Shortly after the original Butlins meeting, you became The Scorpions.

“Spectre, Scorpions… yeah… but Scorpions was very short lived and then our manager at the time wanted to call us The Muhammad Alis, then he said ‘what about The Queers?’ I don’t think so… and he kept coming up with these names, then went for Traffic, then it was Traffic Jam because [Steve] Winwood had a band, then he came down the stairs one day in this basement in Lambeth Walk – it stunk, it was fucking gross down there – and he says ‘we’ve got to change the name again. What about Quo Vardis? What about Status Quo?’ Yeah – that’s all right.

“And that’s one of those fabulous things. We should have tailored that story. Like one of those shit movies. ‘We realised we were going to be successful and weren’t going to change and this was our destiny’. No – it was sheer fucking luck.”

francis rossi
O2 Arena, London, 19th December 2014

Well it’s refreshing to hear this kind of honesty and do you think that’s another part of why you’ve been at the top for so long – because people do appreciate that kind of honesty and the fact you don’t bullshit.

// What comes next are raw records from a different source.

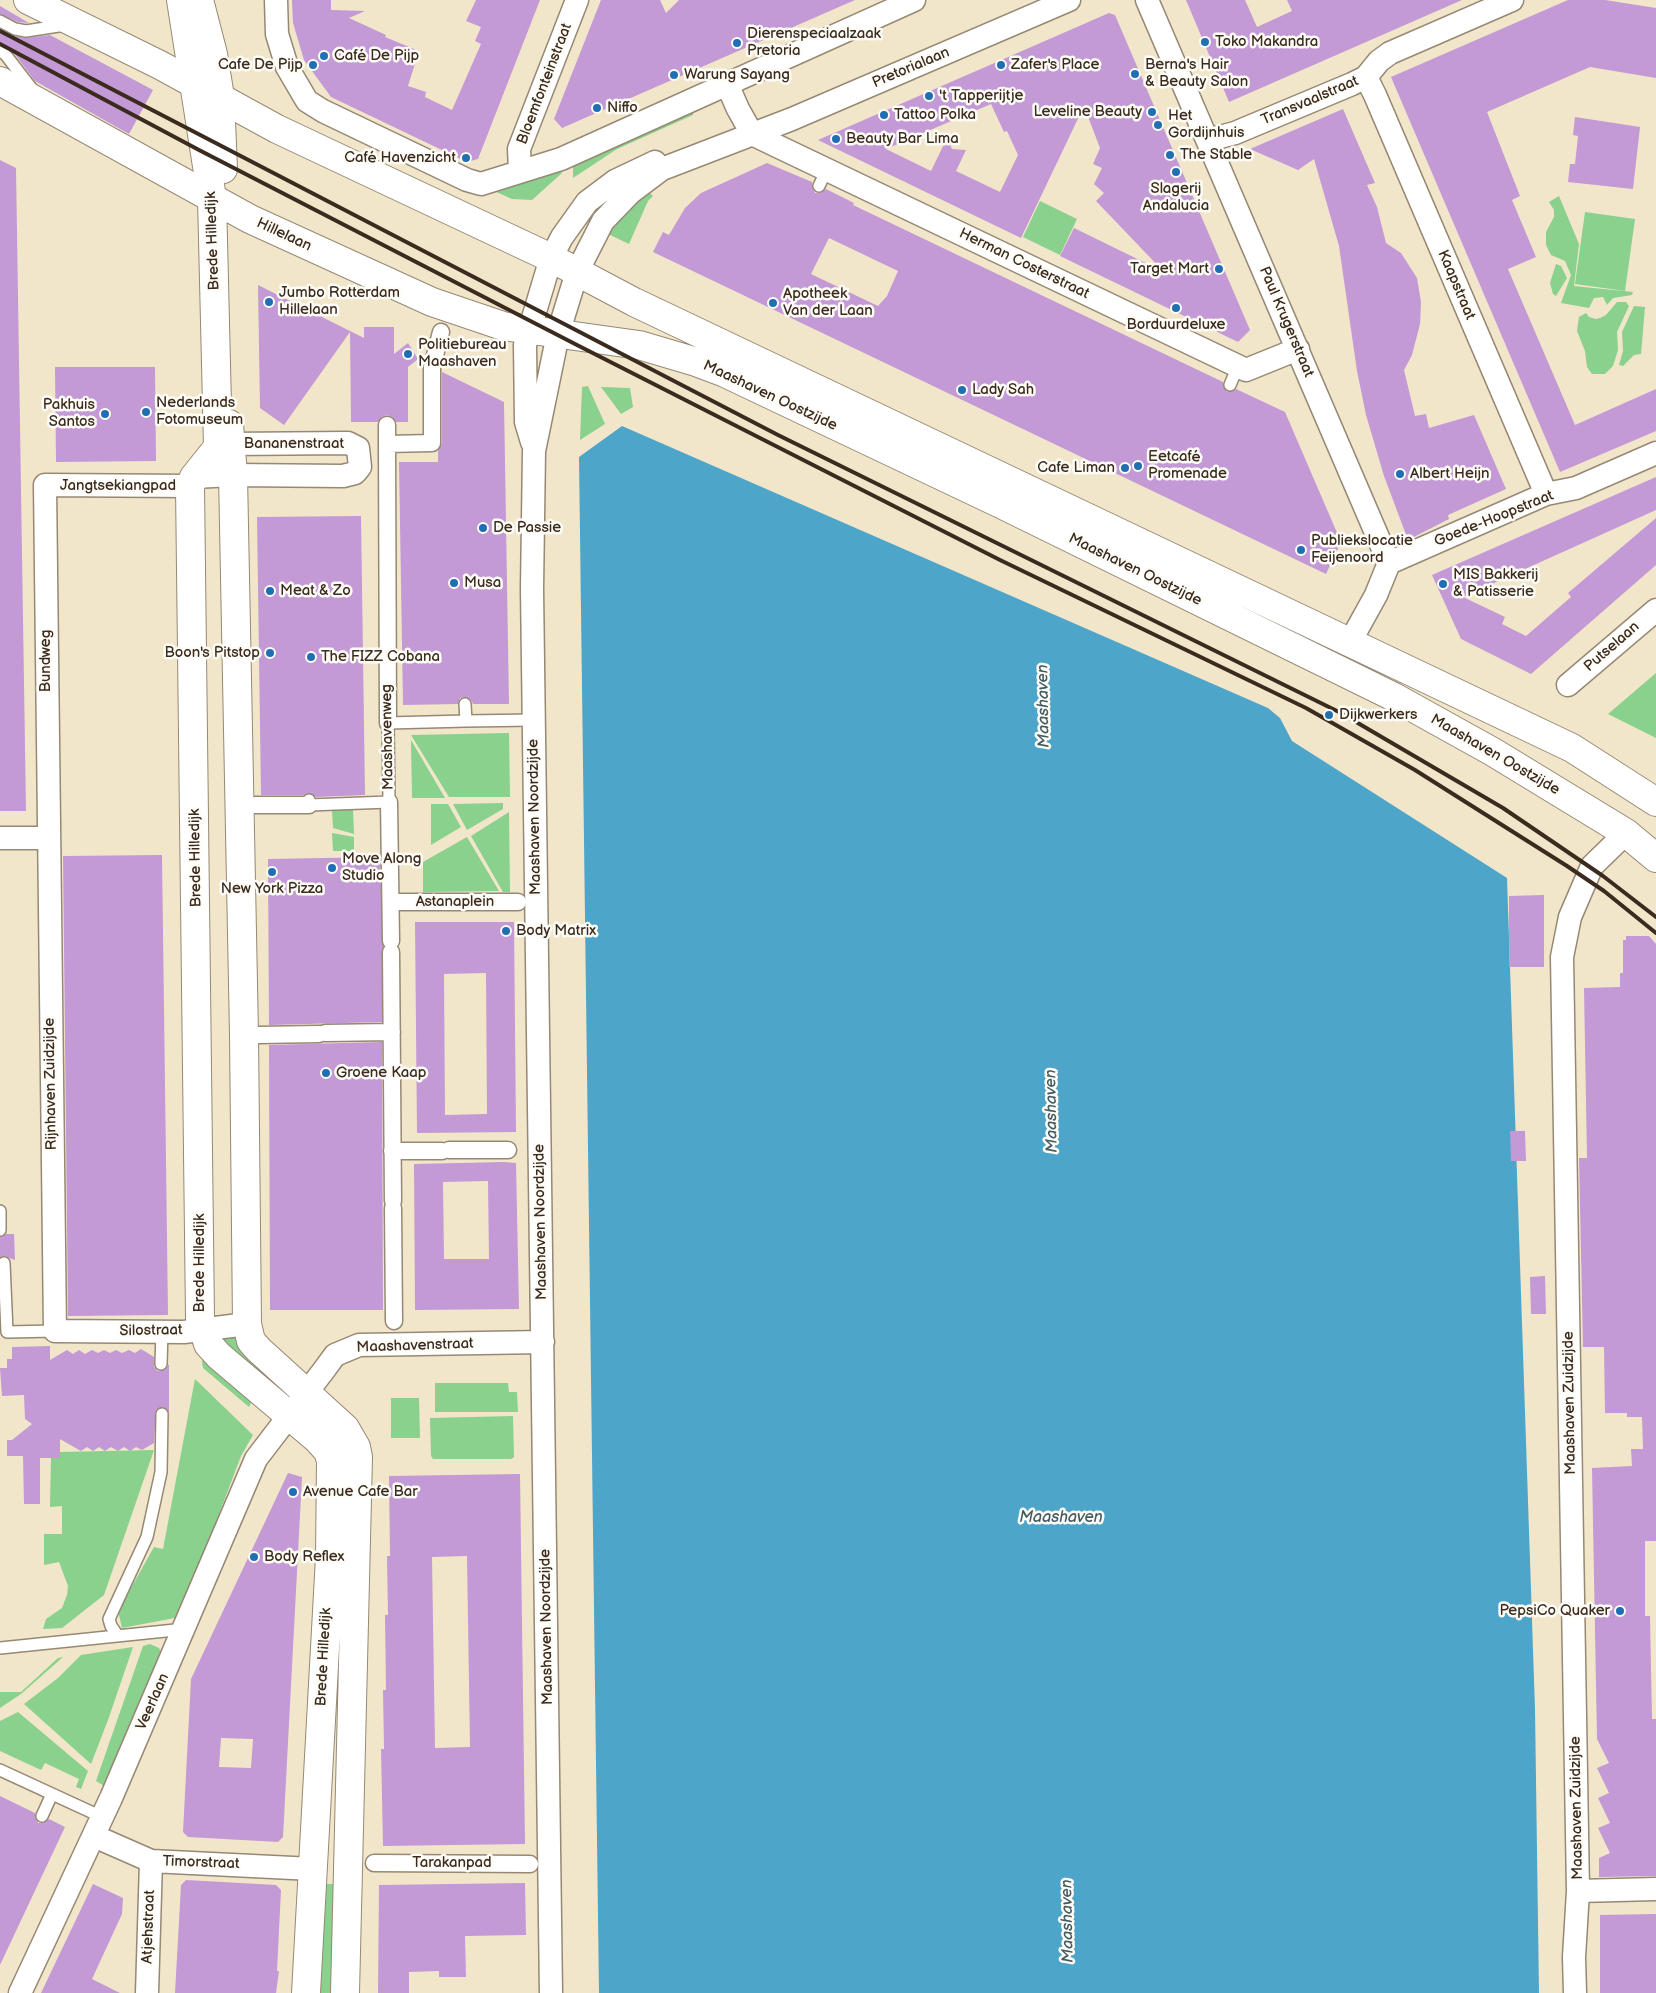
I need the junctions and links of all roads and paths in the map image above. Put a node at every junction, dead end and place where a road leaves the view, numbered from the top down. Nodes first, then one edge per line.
1 (28, 0) edge
2 (180, 0) edge
3 (199, 0) edge
4 (276, 0) edge
5 (577, 0) edge
6 (914, 0) edge
7 (1069, 0) edge
8 (1147, 0) edge
9 (1512, 0) edge
10 (0, 21) edge
11 (74, 24) junction
12 (0, 50) edge
13 (1366, 77) junction
14 (0, 81) edge
15 (194, 83) junction
16 (727, 84) junction
17 (220, 97) junction
18 (44, 104) junction
19 (752, 134) junction
20 (1208, 140) junction
21 (705, 154) junction
22 (520, 170) junction
23 (219, 201) junction
24 (551, 258) junction
25 (570, 279) junction
26 (566, 307) junction
27 (533, 318) junction
28 (441, 332) dead end
29 (558, 334) junction
30 (589, 338) junction
31 (1298, 349) junction
32 (387, 426) dead end
33 (230, 444) junction
34 (387, 444) junction
35 (534, 451) junction
36 (1656, 453) edge
37 (233, 475) junction
38 (192, 481) junction
39 (45, 485) joint
40 (1546, 494) junction
41 (1389, 563) junction
42 (1656, 610) edge
43 (1350, 642) junction
44 (1568, 685) dead end
45 (464, 704) dead end
46 (534, 720) junction
47 (466, 721) junction
48 (388, 722) junction
49 (309, 802) joint
50 (389, 802) junction
51 (1656, 802) edge
52 (255, 805) dead end
53 (0, 838) edge
54 (47, 838) junction
55 (1616, 842) junction
56 (1656, 858) edge
57 (390, 902) junction
58 (518, 902) dead end
59 (392, 1032) junction
60 (258, 1035) dead end
61 (515, 1150) dead end
62 (392, 1151) junction
63 (0, 1211) edge
64 (0, 1230) edge
65 (4, 1263) dead end
66 (394, 1321) dead end
67 (246, 1324) junction
68 (202, 1329) junction
69 (55, 1331) junction
70 (162, 1332) junction
71 (542, 1342) junction
72 (161, 1364) dead end
73 (306, 1393) junction
74 (162, 1414) dead end
75 (289, 1415) junction
76 (185, 1630) junction
77 (118, 1636) junction
78 (0, 1648) edge
79 (0, 1770) edge
80 (52, 1794) junction
81 (42, 1816) dead end
82 (98, 1827) junction
83 (151, 1861) junction
84 (374, 1863) dead end
85 (530, 1864) dead end
86 (313, 1869) junction
87 (1656, 1889) edge
88 (1578, 1891) junction
89 (20, 1993) edge
90 (147, 1993) edge
91 (306, 1993) edge
92 (346, 1993) edge
93 (551, 1993) edge
94 (1575, 1993) edge

1 - 11 street
2 - 15 street, Brede Hilledijk
3 - 17 street, Brede Hilledijk
4 - 22 street
5 - 22 street, Bloemfonteinstraat
6 - 16 street
7 - 19 street, Pretorialaan
8 - 20 street, Paul Krugerstraat
9 - 13 street, Transvaalstraat
10 - 11 lane
11 - 15 street
12 - 18 lane
13 - 20 street, Transvaalstraat
13 - 40 street, Kaapstraat
14 - 18 street, Hillelaan
15 - 17 street
15 - 23 street, Brede Hilledijk
16 - 19 street
16 - 22 street
17 - 23 street, Brede Hilledijk
17 - 24 street
18 - 23 street, Hillelaan
19 - 21 street, Pretorialaan
19 - 31 street, Herman Costerstraat
20 - 31 street, Paul Krugerstraat
21 - 24 street, Pretorialaan
21 - 25 street, Pretorialaan
23 - 27 street, Hillelaan
23 - 33 street, Brede Hilledijk
23 - 38 street, Brede Hilledijk
24 - 25 street, Maashaven Oostzijde
24 - 27 street, Maashaven Noordzijde
25 - 26 street, Maashaven Noordzijde
25 - 27 street
25 - 43 street, Maashaven Oostzijde
26 - 29 street, Maashaven Noordzijde
26 - 30 street
27 - 29 street, Hillelaan
27 - 35 street, Maashaven Noordzijde
28 - 34 street
29 - 30 street, Hillelaan
29 - 35 street, Maashaven Noordzijde
30 - 55 street, Maashaven Oostzijde
31 - 41 street, Paul Krugerstraat
32 - 34 street, Maashavenweg
33 - 37 street, Brede Hilledijk
33 - 37 street, Bananenstraat
34 - 48 street, Maashavenweg
35 - 46 street, Maashaven Noordzijde
36 - 40 street, Goede-Hoopstraat
37 - 38 street
37 - 67 street, Brede Hilledijk
38 - 39 street, Jangtsekiangpad
38 - 68 street, Brede Hilledijk
39 - 54 street, Bundweg
40 - 41 street, Goede-Hoopstraat
41 - 43 street
42 - 44 street, Putselaan
43 - 51 street, Maashaven Oostzijde
45 - 47 lane
46 - 47 lane
46 - 71 street, Maashaven Noordzijde
47 - 48 lane
48 - 50 lane, Maashavenweg
49 - 50 lane
49 - 52 street
50 - 57 street, Maashavenweg
53 - 54 street
54 - 69 street, Rijnhaven Zuidzijde
55 - 56 street, Maashaven Oostzijde
55 - 88 street, Maashaven Zuidzijde
57 - 58 street, Astanaplein
57 - 59 street, Maashavenweg
59 - 60 street
59 - 62 street, Maashavenweg
61 - 62 street
62 - 66 street, Maashavenweg
63 - 64 lane
65 - 69 lane
67 - 68 street, Silostraat
67 - 73 street, Brede Hilledijk
68 - 70 street, Silostraat
68 - 75 street, Brede Hilledijk
69 - 70 street, Silostraat
70 - 72 lane
71 - 73 street, Maashavenstraat
71 - 93 street, Maashaven Noordzijde
73 - 75 street, Maashavenstraat
73 - 92 street, Brede Hilledijk
74 - 77 lane
75 - 76 street, Veerlaan
75 - 86 street, Brede Hilledijk
76 - 77 lane
76 - 82 street, Veerlaan
77 - 78 lane
79 - 80 lane
80 - 81 lane
80 - 82 lane
82 - 83 street, Timorstraat
82 - 89 street, Veerlaan
83 - 86 street, Timorstraat
83 - 90 street, Atjehstraat
84 - 85 street, Tarakanpad
86 - 91 street, Brede Hilledijk
87 - 88 street
88 - 94 street, Maashaven Zuidzijde

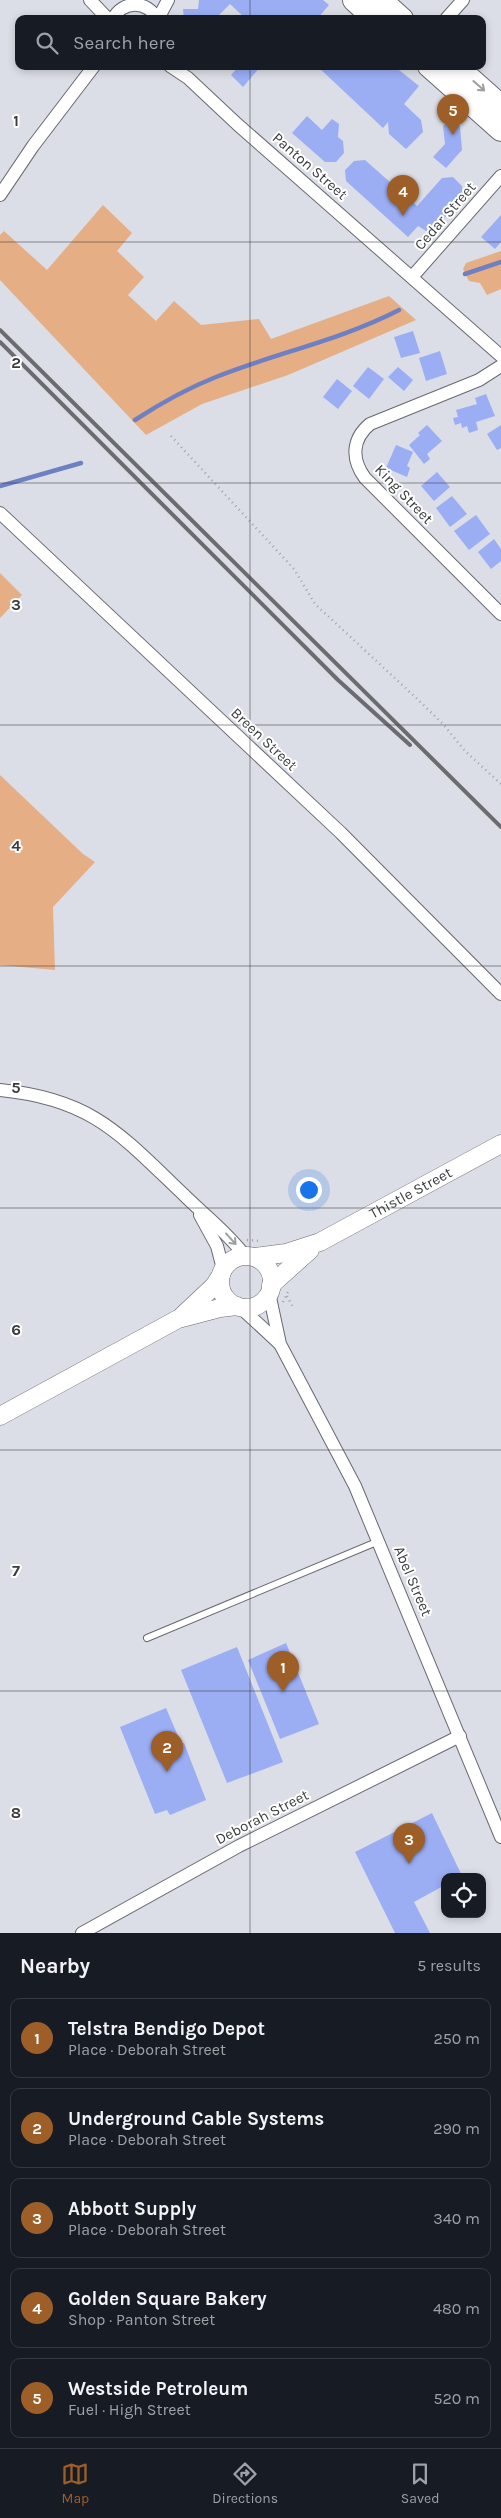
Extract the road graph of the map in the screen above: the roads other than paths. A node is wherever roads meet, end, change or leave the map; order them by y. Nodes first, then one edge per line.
1 (90, 0) edge
2 (113, 0) edge
3 (168, 0) edge
4 (354, 0) edge
5 (380, 0) edge
6 (463, 0) edge
7 (144, 2) edge
8 (128, 4) junction
9 (104, 15) edge
10 (115, 15) edge
11 (154, 15) edge
12 (159, 15) edge
13 (371, 15) edge
14 (397, 15) edge
15 (450, 15) edge
16 (92, 70) edge
17 (176, 70) edge
18 (183, 70) edge
19 (434, 70) edge
20 (460, 70) edge
21 (188, 78) junction
22 (501, 106) edge
23 (501, 130) edge
24 (501, 176) edge
25 (0, 195) edge
26 (412, 277) junction
27 (501, 356) edge
28 (501, 366) edge
29 (0, 513) edge
30 (501, 614) edge
31 (501, 994) edge
32 (0, 1090) edge
33 (501, 1144) edge
34 (190, 1201) junction
35 (320, 1242) junction
36 (250, 1257) junction
37 (222, 1272) junction
38 (270, 1289) junction
39 (238, 1307) junction
40 (178, 1319) junction
41 (280, 1344) junction
42 (0, 1416) edge
43 (379, 1541) junction
44 (147, 1638) dead end
45 (460, 1736) junction
46 (501, 1837) edge
47 (82, 1933) edge

1 - 9 street
2 - 8 street
3 - 12 street
4 - 13 highway
5 - 14 highway
6 - 15 street
7 - 8 street
7 - 11 street
8 - 10 street
16 - 25 street
17 - 21 street
18 - 21 street
19 - 23 highway
20 -> 22 highway
21 - 26 street, Panton Street
24 - 26 street, Cedar Street
26 - 27 street, Panton Street
28 - 30 street, King Street
29 - 31 street, Breen Street
32 - 34 street
33 - 35 street, Thistle Street
34 -> 36 street
34 - 37 street
35 - 36 street, Thistle Street
35 - 38 street, Thistle Street
36 - 37 street
36 - 38 street
37 - 39 street
37 - 40 street
38 - 39 street
38 - 41 street, Abel Street
39 - 40 street
39 - 41 street, Abel Street
40 - 42 street
41 - 43 street, Abel Street
43 - 44 lane
43 - 45 street, Abel Street
45 - 46 street, Abel Street
45 - 47 street, Deborah Street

“I try not to because showbiz itself is bullshit and I must be bullshitting somewhere – I don’t mean this morning – because the very thing about showbiz is, and I’m possibly getting on people’s tits because I want to tell them ‘it’s not that clever back here, it’s all held together with bits of tape, gaffered, it’s falling over’, and another thing I’ve been going through recently, is historically people in our position don’t talk about money… [whistles] ‘it’s not important’… well it certainly is. If we don’t take x a year, we go bankrupt, you can’t afford to record the stuff, you can’t afford to take it out, you can’t afford to pay your crews, your office, so I find it quite weird that whenever that subject comes up it’s like people haven’t heard the question.

“We all need to know that we live in this scandalous system and it’s a lot different than in the 70s and when Rick fell over this year – we always call it ‘fell over’ – people were saying ‘why don’t you just stop?’ and I’d have loved to have had the summmer off and got paid but promoters now sue for loss of earnings, understandably, and it has to go on and it’s not the 70s. It’s just funny in this world these days that that’s what it’s like and I just think people need a dose of that truth.”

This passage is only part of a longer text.